Polis, Amini’nin gözaltı sırasında doğal nedenlerden öldüğünde ısrar ediyor, ancak ailesi polisin kızlarını bir jopla dövdüğünü ve başını polis aracına vurduklarını savunuyor.
Bu arada, genelde kadınların başını çektiği, zorunlu başörtüsü kurallarına karşı çıkan eylemler, kısa sürede İslam Cumhuriyeti ve rejimin kendisine muhalif protestolara dönüştü.
80’den fazla kentte çatışmalar çıktı.
‘Acımasız’ tutuklamalar
Ülke genelinde internet bağlantısındaki kesintilere karşın, İran’da güvenlik güçlerince tutuklanan eylemcilerin görüntüleri, sosyal medyada yayınlanmaya devam etti.
Gerçek adını açıklamadığımız Meryem “Durum o videolarda gördüklerinizden çok daha kötü. Komutanlardan birini askerlere acımasız olma emri verirken duydum. Kadın görevliler de en az bu kadar kötü. Bir tanesi bana tokat atıp, İsrail ajanı ve fahişe olduğumu söyledi” diyor.
BBC, üst düzey güvenlik güçlerinin, “protestoculara acımama ve onlara ateş etme” emri verdikleri” videolar gördü.

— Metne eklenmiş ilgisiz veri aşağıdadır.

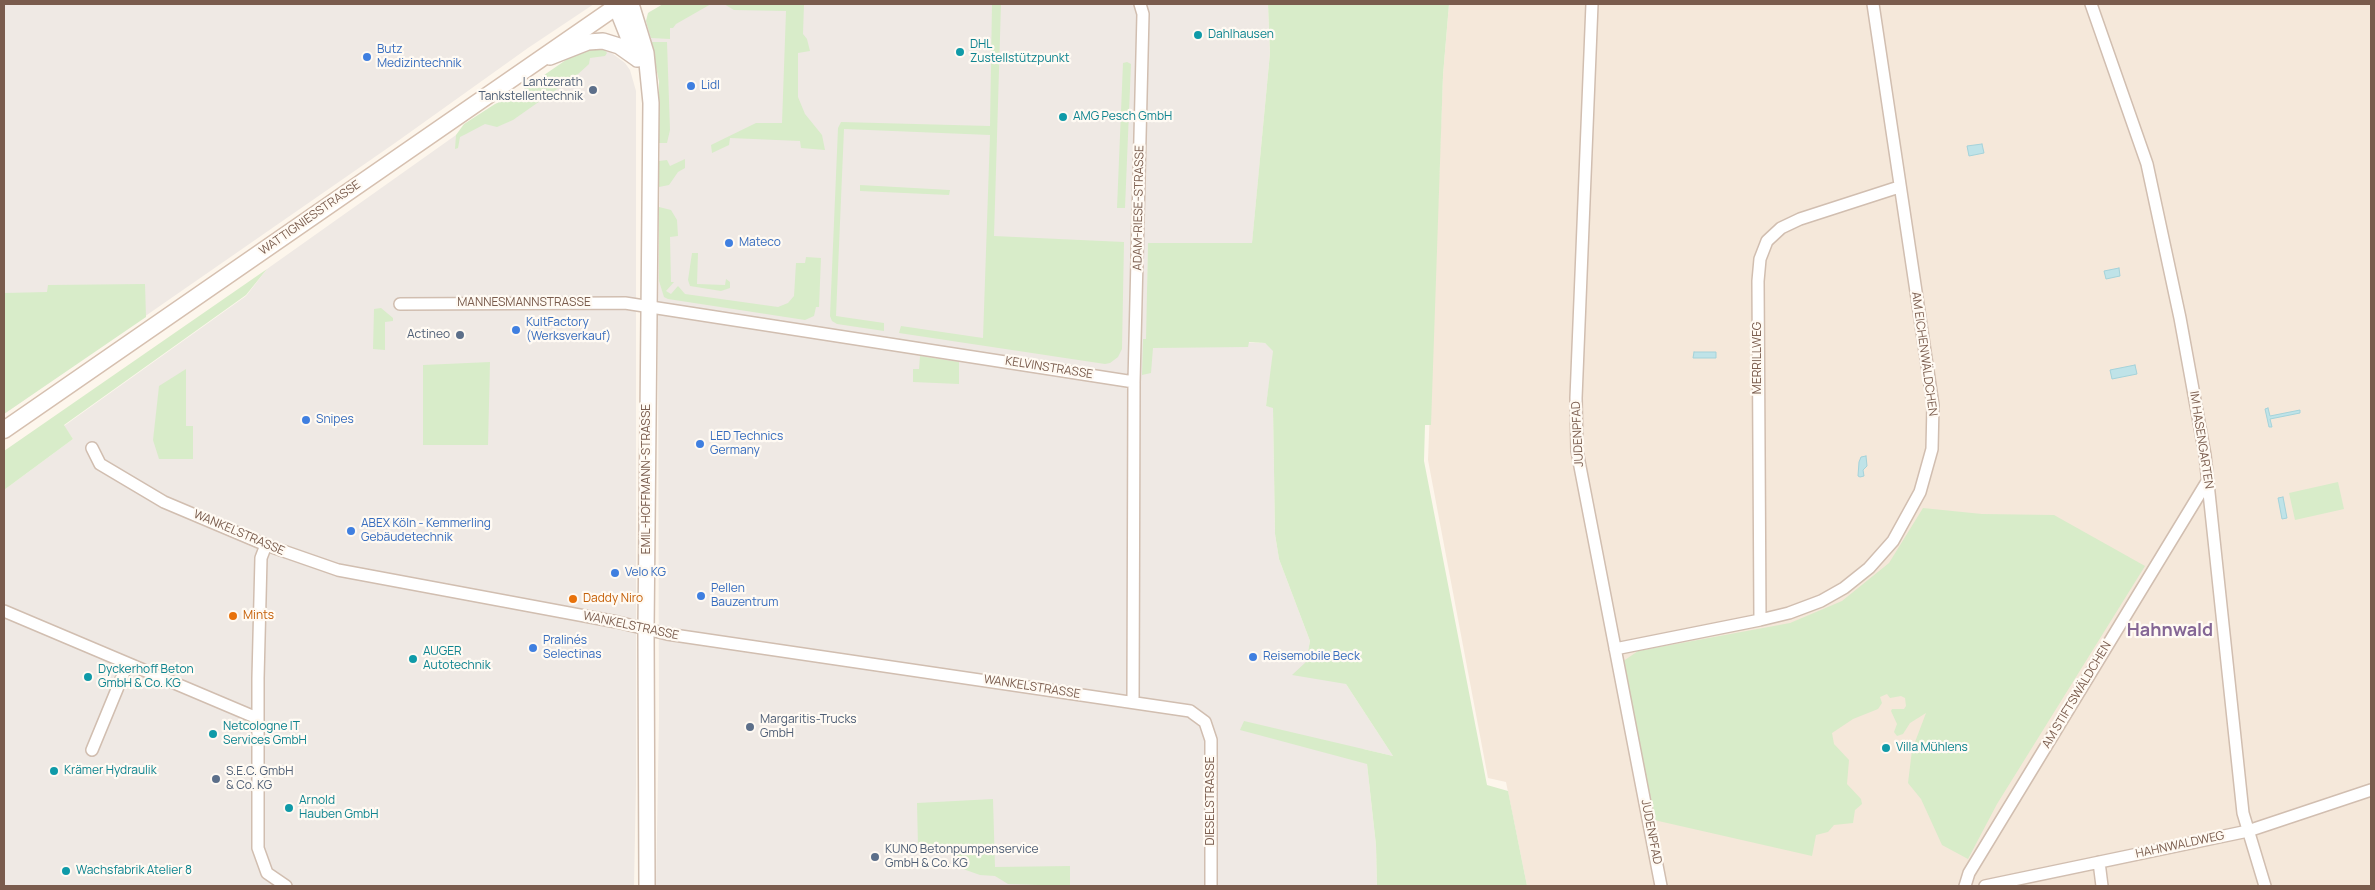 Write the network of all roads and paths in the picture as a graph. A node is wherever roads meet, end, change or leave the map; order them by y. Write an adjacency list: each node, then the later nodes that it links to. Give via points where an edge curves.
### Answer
1 (620, 4): 6 (street, EMIL-HOFFMANN-STRASSE); 7 (main road, WATTIGNIESSTRASSE); 8 (street, EMIL-HOFFMANN-STRASSE, via 646,53)
2 (1140, 4): 12 (street, ADAM-RIESE-STRASSE, via 1143,14)
3 (1592, 4): 20 (street, JUDENPFAD, via 1576,398 1577,451)
4 (1873, 4): 9 (street, AM EICHENWÄLDCHEN)
5 (2091, 4): 15 (street, IM HASENGARTEN, via 2153,186)
6 (636, 58): 7 (street, via 619,46 603,41 588,42); 8 (street, EMIL-HOFFMANN-STRASSE)
7 (528, 67): 13 (main road, WATTIGNIESSTRASSE)
8 (646, 73): 11 (street, EMIL-HOFFMANN-STRASSE, via 651,103)
9 (1899, 188): 18 (street, AM EICHENWÄLDCHEN, via 1933,405 1933,442 1920,492 1893,541 1869,568 1821,601); 18 (street, MERRILLWEG, via 1781,228 1767,241 1760,259)
10 (400, 304): 11 (street, MANNESMANNSTRASSE, via 625,303)
11 (648, 306): 12 (street, KELVINSTRASSE); 19 (street, EMIL-HOFFMANN-STRASSE)
12 (1134, 382): 22 (street)
13 (4, 430)
14 (92, 448): 16 (street, WANKELSTRASSE, via 100,464 164,502)
15 (2208, 480): 27 (street, IM HASENGARTEN, via 2243,813); 33 (street, AM STIFTSWÄLDCHEN, via 1969,873)
16 (266, 545): 19 (street, WANKELSTRASSE, via 315,564 353,574 593,617); 23 (street, via 261,558)
17 (4, 611): 21 (street)
18 (1760, 620): 20 (street, AM EICHENWÄLDCHEN)
19 (646, 630): 22 (street, WANKELSTRASSE); 30 (street, EMIL-HOFFMANN-STRASSE)
20 (1615, 649): 32 (street, JUDENPFAD)
21 (127, 665): 23 (street); 25 (street)
22 (1133, 702): 24 (street, WANKELSTRASSE, via 1190,711)
23 (257, 718): 29 (street, via 258,848 272,878)
24 (1202, 718): 31 (street, DIESELSTRASSE, via 1211,740)
25 (92, 750)
26 (2371, 790): 27 (street, HAHNWALDWEG)
27 (2248, 831): 28 (street, HAHNWALDWEG); 36 (street, IM HASENGARTEN)
28 (2099, 862): 34 (street, HAHNWALDWEG); 35 (street)
29 (286, 886)
30 (647, 886)
31 (1211, 886)
32 (1661, 886)
33 (1965, 886)
34 (1984, 886)
35 (2102, 886)
36 (2265, 886)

BBC’nin teyit ettiği videolarda ayrıca güvenlik güçlerinin eylemcilere gerçek mermilerle ateş açması ve yakalayabildiklerini tutuklamaları da görülüyor.

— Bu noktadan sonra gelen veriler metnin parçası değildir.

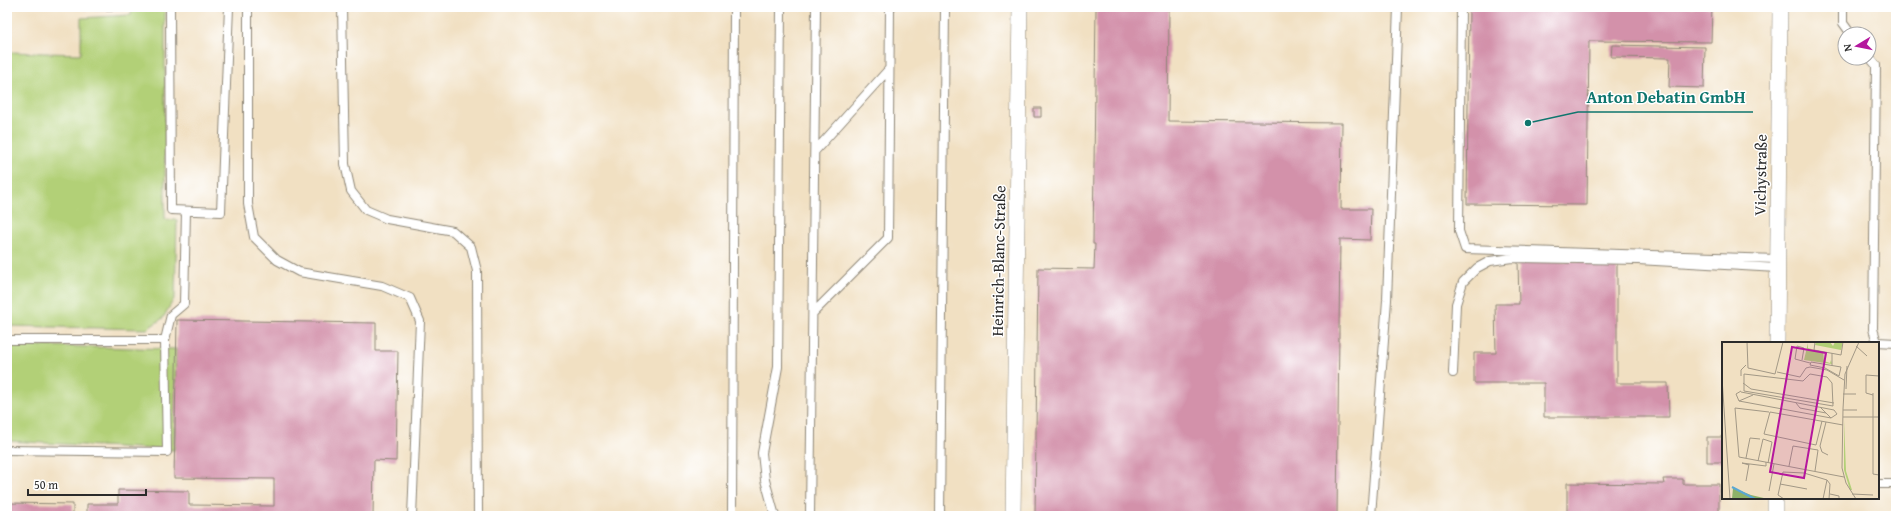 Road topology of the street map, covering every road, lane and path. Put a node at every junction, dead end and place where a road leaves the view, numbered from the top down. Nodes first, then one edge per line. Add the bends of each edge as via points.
1 (170, 7) edge
2 (229, 7) edge
3 (248, 7) edge
4 (342, 7) edge
5 (734, 7) edge
6 (781, 7) edge
7 (816, 7) edge
8 (890, 7) edge
9 (945, 7) edge
10 (1020, 7) edge
11 (1398, 7) edge
12 (1461, 7) edge
13 (1780, 7) edge
14 (1843, 7) edge
15 (1845, 26) edge
16 (1876, 66) edge
17 (889, 68) junction
18 (815, 152) junction
19 (186, 211) junction
20 (1777, 263) junction
21 (813, 313) junction
22 (7, 340) edge
23 (165, 340) junction
24 (1777, 342) edge
25 (1877, 342) edge
26 (1879, 342) edge
27 (1896, 343) edge
28 (1453, 373) dead end
29 (7, 450) edge
30 (1879, 484) edge
31 (1896, 484) edge
32 (1775, 499) edge
33 (412, 516) edge
34 (478, 516) edge
35 (732, 516) edge
36 (774, 516) edge
37 (810, 516) edge
38 (940, 516) edge
39 (1013, 516) edge
40 (1371, 516) edge
41 (1775, 516) edge

1 - 19 lane via 171,210
2 - 19 lane via 221,212
3 - 33 lane via 248,204 254,237 277,260 299,272 382,286 410,298 420,321
4 - 34 lane via 346,164 351,191 366,210 387,219 454,231 471,247 477,271
5 - 35 lane
6 - 36 lane via 778,367 762,453
7 - 18 lane
8 - 17 lane
9 - 38 lane
10 - 39 street, Heinrich-Blanc-Straße
11 - 40 lane via 1387,300
12 - 20 lane via 1459,231 1465,249
13 - 20 street, Vichystraße
14 - 15 lane
16 - 25 lane via 1873,329
17 - 18 lane
17 - 21 lane via 888,238
18 - 21 lane
19 - 23 lane via 184,304 171,314
20 - 24 street, Vichystraße
20 - 28 lane via 1512,258 1490,261 1477,268 1463,282 1456,304
21 - 37 lane
22 - 23 lane
23 - 29 lane via 166,452
26 - 27 lane
30 - 31 lane
32 - 41 street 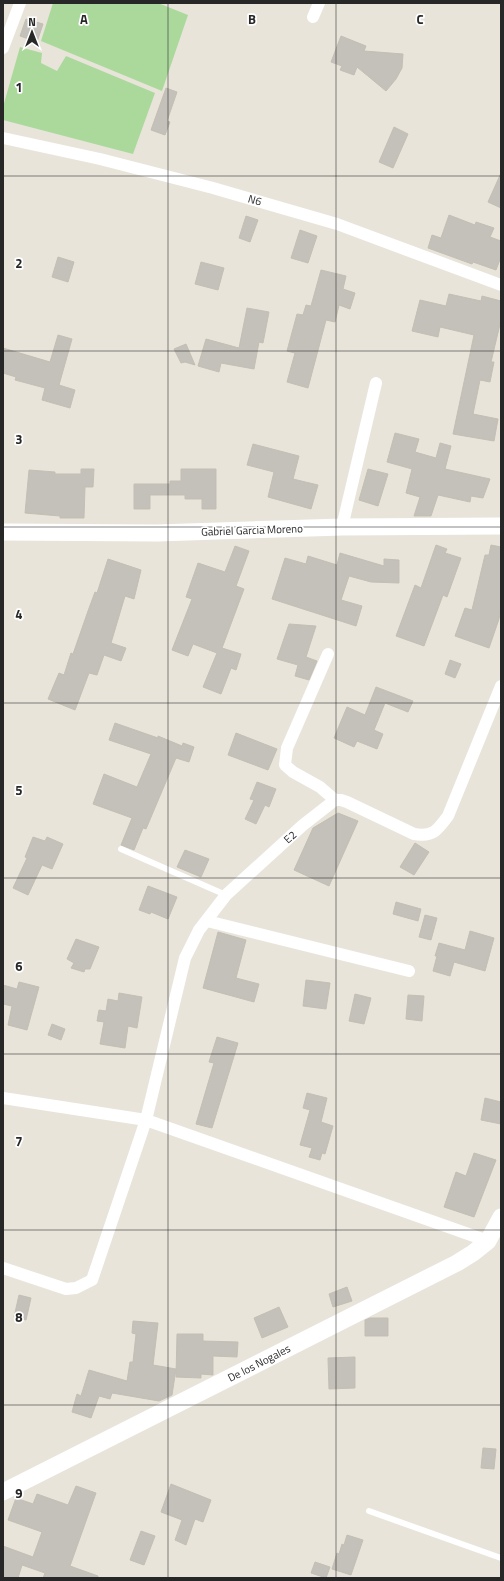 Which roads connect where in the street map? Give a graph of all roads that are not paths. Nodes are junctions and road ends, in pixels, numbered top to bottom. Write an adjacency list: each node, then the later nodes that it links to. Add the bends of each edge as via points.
1 (20, 3): 4 (street)
2 (319, 3): 3 (street)
3 (314, 17)
4 (3, 48)
5 (3, 138): 6 (street, N6, via 100,159 213,188 337,224)
6 (501, 285)
7 (376, 383): 9 (street)
8 (501, 526): 9 (street, Gabriel Garcia Moreno)
9 (342, 527): 10 (street, Gabriel Garcia Moreno, via 157,533)
10 (3, 532)
11 (328, 654): 13 (street, via 287,748 285,765 320,787)
12 (501, 686): 13 (street, via 448,816 434,833 423,836 414,834 346,802)
13 (335, 800): 15 (street, E2)
14 (121, 849): 15 (lane)
15 (226, 895): 16 (street, E2)
16 (207, 922): 17 (street); 19 (street, E2, via 199,930 185,958)
17 (409, 971)
18 (3, 1098): 19 (street)
19 (146, 1120): 21 (street); 22 (street, E2, via 92,1280 76,1288 66,1289)
20 (501, 1217): 21 (street, De los Nogales)
21 (488, 1241): 23 (street, De los Nogales, via 456,1263)
22 (3, 1268)
23 (3, 1492)
24 (369, 1511): 25 (lane)
25 (501, 1558)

Protestolardaki ölü sayısı her geçen gün artarken, yetkililer eylemlerin başından bu yana tutuklananların sayısını pek paylaşmadı. Ancak kuzeydeki Mazandaran bölgesinin başsavcısı, eylemlerin ilk 10 gününde en az 450 eylemcinin tutuklandığını söyledi.
İnsan hakları örgütlerine göreyse, ülke genelinde binlerce eylemci daha gözaltına alındı.
İran’daki büyük bir kentten genç protestocu Sam “Bir güvenlik görevlisini itip, kaçmaya çalıştım ama hemen sonra bir ikincisi ve üçüncüsü geldi. Birkaç saniye sonra 15 güvenlik görevlisi beni acımasızca dövüyordu” dedi.
Sam şöyle devam etti:
“Kanın tadını ağzımda ve şok tabancasının darbesini de vücudumda duyuyorum. Beni yere yatırdılar, kollarımı arkadan, ayaklarımı da ayakkabımın bağcıklarıyla bağladılar”
“Bir noktada askerlerden biri sol gözüme tekme attı ve diğer gözaltıları tuttukları noktaya götürdü.”
‘Korkusuz’ genç kızlar
Cumhurbaşkanı İbrahim Reisi, şu anda İran’daki 31 bölgenin çoğuna yayılan protestolarla “kararlılıkla başa çıkılacağını” söyledi.
Birçok eylemci Reisi’yi 1980’de siyasi mahkumların kitlesel idamlarındaki rolüyle hatırlıyor.
Sam “Beni ve diğer tutukluları bir buçuk saat boyunca üst üste, otobüste yere yatırdılar. Reisi’nin siyasi mahkumların infazındaki rolünü düşünüyordum ve zaten yeşil ışığı yakmış olduğundan, bir an beni de infaz edebileceklerini düşündüm” diyor.
Cumhurbaşkanının, çatışmalar sırasında göstericilerin infaz edilmesi emrini verdiğine dair herhangi bir kanıt yok.
Ancak, Meryem ve diğer tutuklu eylemcileri büyük bir İran Devrim Muhafızları (IRGC) üssüne götüren minibüste protestolar başladı.
“Minibüste benimle birlikte başka kızlar da vardı ama çok daha gençtiler. Cesaretlerini gördüğüm zaman kendimi toparladım. Bana yardım etmeye başladılar.”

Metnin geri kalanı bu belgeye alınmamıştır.